I took them home and cooked them. And then I cooked them some more. First I tried my usual method, steaming, but after an entire hour and a quarter they were only about half done, so I resorted to the full plunge and boil. After another hour they were ready, but eating one of them taught me that greed is not always rewarded.
It was exceedingly mediocre in taste and a strange combination of tough and overcooked, although indeed extraordinarily large. I’ve learned my lesson and taken a solemn vow: no more oversized artichokes. And as a public service, I’m doing penance by warning you all.
Sounds rather like zucchini.
Neo:
Trust my Italian Grandmother. Romans – the SPQR types like her – wrap their artichokes in cheesecloth and immerse in rolling boiling water for about half hour.
Secret is to remove a layer or three of the tough outer leaves. After a while you can tell when you hit the tender ones!

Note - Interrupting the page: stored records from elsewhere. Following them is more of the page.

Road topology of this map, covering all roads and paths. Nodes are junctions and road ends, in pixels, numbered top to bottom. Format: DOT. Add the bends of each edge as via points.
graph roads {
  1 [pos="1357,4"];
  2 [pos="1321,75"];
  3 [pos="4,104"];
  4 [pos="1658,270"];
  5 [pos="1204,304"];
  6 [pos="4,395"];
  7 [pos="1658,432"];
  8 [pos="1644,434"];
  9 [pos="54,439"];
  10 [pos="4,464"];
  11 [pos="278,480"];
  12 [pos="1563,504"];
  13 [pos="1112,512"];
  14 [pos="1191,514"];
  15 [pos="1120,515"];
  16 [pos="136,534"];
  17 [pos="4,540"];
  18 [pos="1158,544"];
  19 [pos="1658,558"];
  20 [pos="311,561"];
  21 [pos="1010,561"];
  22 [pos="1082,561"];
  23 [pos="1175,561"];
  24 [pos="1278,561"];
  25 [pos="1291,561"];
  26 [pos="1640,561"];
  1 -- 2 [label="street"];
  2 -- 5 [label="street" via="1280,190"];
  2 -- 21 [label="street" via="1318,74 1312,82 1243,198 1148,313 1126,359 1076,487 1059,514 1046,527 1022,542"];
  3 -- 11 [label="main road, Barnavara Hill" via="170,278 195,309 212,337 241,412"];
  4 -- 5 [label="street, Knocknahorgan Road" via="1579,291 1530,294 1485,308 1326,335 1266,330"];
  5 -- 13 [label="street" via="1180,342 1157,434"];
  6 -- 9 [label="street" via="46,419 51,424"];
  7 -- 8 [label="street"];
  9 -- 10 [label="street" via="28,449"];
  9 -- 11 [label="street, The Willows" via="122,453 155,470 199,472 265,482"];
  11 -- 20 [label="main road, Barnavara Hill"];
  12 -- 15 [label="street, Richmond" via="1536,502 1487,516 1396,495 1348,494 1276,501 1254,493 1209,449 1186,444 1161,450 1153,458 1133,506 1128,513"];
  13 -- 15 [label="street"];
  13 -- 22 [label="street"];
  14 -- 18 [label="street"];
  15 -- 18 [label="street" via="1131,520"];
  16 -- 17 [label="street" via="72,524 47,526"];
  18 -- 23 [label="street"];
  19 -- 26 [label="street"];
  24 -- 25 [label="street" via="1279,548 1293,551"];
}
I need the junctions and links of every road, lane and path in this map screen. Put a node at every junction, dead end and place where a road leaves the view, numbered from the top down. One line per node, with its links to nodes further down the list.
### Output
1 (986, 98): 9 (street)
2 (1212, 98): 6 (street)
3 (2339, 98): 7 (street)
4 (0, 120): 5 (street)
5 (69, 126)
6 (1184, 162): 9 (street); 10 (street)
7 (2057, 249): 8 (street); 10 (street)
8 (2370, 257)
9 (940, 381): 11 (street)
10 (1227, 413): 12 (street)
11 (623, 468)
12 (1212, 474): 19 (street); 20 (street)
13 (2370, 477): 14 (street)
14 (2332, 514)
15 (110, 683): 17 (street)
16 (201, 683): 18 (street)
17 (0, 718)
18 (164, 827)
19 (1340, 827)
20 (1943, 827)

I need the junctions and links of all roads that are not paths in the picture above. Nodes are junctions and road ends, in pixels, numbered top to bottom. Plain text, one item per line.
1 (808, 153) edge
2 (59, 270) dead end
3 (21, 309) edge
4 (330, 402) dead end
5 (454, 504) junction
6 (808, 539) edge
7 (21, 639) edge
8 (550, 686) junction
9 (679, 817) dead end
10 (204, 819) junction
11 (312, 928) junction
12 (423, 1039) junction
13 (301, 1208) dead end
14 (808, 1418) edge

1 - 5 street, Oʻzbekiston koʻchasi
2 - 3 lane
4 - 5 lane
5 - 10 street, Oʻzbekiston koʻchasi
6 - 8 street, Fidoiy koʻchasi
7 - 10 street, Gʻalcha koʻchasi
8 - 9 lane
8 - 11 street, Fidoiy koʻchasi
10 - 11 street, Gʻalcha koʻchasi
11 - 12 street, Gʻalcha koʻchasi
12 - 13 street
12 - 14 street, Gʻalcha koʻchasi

And the artichoke heart is the best of all…dress in vinaigrette while the choke is still warm. Enjoy at room temperature: you taste all the flavors that way.
Mange Bene, Bambina!
Unfortunately, the side effects of size in artichokes tend to be woodiness, as you found. As long as there’s adequate conditions to keep pace with sugar production, most fruits can keep getting larger without appreciable taste consequences, but for most vegetables that’s not really the case…
Baby artichokes have their own market for a reason.